The Essay Conclusion
Recap your main idea
If your essay was long and complex, sometimes difficult to follow, in the conclusion you’ll want to recap your ideas in a clear, summarizing manner. You want your readers to understand the message you intended to communicate. However, if your essay was short and simple, don’t insult your readers by restating at length the ideas they already understand. Strike a balance according to what you feel your readers need. In a short essay (600 words or less), any recapitulation should be brief (about 2 sentences), and rephrased in a fresh way, not just cut and pasted from the thesis.
Leave a memorable impression
It’s not enough just to restate your main ideas — if you only did that and then ended your essay, your conclusion would be flat and boring. You’ve got to make a graceful exit from your essay by leaving a memorable impression on the reader. You need to say something that will continue to simmer in the reader’s minds long after he or she has put down your essay. To leave this memorable impression, try . . .
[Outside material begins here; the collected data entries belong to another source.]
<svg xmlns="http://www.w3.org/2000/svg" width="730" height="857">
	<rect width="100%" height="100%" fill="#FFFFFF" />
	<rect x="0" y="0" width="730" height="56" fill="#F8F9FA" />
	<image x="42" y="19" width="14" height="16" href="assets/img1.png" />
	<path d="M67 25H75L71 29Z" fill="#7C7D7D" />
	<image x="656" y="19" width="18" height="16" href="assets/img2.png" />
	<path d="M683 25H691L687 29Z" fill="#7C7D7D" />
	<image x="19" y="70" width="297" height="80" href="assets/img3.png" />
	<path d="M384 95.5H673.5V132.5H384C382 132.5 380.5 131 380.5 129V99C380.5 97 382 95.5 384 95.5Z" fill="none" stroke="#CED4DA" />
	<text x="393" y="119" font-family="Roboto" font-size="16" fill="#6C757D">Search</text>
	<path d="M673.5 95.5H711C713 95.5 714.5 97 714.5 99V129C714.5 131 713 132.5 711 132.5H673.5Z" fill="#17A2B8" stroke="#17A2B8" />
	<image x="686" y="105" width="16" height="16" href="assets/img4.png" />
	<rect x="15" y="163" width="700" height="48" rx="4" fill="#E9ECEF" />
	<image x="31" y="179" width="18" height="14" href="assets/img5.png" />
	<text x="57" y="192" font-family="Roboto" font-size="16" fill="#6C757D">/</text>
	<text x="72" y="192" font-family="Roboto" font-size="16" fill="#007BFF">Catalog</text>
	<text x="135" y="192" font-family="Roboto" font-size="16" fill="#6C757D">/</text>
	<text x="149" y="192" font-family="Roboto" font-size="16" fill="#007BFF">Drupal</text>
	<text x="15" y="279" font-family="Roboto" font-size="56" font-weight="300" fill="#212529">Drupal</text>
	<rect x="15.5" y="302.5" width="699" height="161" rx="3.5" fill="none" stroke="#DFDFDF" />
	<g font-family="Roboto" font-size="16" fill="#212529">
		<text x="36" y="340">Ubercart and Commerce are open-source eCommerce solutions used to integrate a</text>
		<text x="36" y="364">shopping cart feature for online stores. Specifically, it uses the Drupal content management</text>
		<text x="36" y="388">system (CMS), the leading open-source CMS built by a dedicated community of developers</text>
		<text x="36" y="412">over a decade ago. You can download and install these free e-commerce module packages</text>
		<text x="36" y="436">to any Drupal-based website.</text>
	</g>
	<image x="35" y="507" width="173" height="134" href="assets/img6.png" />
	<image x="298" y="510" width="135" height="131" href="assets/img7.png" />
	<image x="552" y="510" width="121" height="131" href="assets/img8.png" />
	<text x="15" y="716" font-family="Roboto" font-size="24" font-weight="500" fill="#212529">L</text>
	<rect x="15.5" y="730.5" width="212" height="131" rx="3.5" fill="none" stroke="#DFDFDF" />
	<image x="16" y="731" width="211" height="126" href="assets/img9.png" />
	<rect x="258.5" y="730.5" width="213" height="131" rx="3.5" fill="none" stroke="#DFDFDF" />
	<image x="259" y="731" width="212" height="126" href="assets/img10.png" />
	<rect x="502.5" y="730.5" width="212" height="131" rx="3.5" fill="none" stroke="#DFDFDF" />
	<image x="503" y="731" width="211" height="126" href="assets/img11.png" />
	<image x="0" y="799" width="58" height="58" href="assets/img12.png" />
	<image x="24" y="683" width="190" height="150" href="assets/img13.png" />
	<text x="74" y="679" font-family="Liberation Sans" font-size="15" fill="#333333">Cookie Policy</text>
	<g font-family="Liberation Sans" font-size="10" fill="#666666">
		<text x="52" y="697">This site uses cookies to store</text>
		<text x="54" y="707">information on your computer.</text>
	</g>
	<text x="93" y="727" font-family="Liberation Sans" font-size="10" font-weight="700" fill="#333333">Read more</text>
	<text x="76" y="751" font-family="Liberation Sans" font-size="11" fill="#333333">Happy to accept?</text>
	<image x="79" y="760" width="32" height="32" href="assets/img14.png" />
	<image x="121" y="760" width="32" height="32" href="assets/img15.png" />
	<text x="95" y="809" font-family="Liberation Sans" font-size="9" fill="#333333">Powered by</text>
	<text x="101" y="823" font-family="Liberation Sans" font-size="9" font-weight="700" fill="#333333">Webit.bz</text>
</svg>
- giving a thought-provoking quotation
- describing a powerful image
- talking about consequences or implications
- stating what action needs to be done
- ending on an interesting twist of thought
- explaining why the topic is important
Keep it short
Keep your conclusion short, probably ten lines or less, and avoid fluff. You’re just trying to make a clever exit, and presumably all the really important points have been made previously in your essay. You should not introduce any totally new ideas in the conclusion; however, you should not merely repeat your thesis either. This situation — not presenting anything new, and neither just sticking with the old — at first seems to be a paradox. However, with a little effort, one of the above six methods will usually yield “a quiet zinger,” as John Tribble calls it.